TASK BRIEF =
Note each line of the listing that contains the string "Żytnia", and copy it.
+++ RECORD EXCERPTS +++
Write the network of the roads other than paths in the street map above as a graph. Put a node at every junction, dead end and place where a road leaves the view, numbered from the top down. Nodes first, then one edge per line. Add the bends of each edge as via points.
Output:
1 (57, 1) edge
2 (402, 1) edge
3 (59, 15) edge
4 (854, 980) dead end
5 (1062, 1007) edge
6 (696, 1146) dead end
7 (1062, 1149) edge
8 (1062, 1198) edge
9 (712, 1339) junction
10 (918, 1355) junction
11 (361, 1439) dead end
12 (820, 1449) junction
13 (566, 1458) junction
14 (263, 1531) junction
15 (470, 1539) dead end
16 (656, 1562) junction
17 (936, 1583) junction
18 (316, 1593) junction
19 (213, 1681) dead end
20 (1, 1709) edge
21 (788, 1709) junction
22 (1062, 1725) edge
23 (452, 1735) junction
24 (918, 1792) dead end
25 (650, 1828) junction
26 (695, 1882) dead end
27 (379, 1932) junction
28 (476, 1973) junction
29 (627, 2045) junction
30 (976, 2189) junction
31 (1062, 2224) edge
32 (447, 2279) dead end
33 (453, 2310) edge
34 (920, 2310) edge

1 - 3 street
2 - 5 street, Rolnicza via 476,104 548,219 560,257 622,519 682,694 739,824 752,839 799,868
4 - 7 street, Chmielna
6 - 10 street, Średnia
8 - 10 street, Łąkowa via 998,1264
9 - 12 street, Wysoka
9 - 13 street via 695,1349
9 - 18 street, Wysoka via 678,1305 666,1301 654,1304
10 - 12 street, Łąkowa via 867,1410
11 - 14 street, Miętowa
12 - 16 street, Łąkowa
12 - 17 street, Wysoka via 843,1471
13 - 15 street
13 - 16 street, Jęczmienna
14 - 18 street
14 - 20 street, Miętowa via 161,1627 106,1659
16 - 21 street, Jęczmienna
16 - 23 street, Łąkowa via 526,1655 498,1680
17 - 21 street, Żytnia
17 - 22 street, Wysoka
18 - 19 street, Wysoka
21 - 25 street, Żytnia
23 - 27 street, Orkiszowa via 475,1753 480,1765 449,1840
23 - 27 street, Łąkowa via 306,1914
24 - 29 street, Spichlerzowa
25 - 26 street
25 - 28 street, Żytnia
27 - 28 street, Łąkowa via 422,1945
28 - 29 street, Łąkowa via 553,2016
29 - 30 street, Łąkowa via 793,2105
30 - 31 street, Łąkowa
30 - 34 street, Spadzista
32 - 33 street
+++
RESPONSE TO THIS TASK =
17 - 21 street, Żytnia
21 - 25 street, Żytnia
25 - 28 street, Żytnia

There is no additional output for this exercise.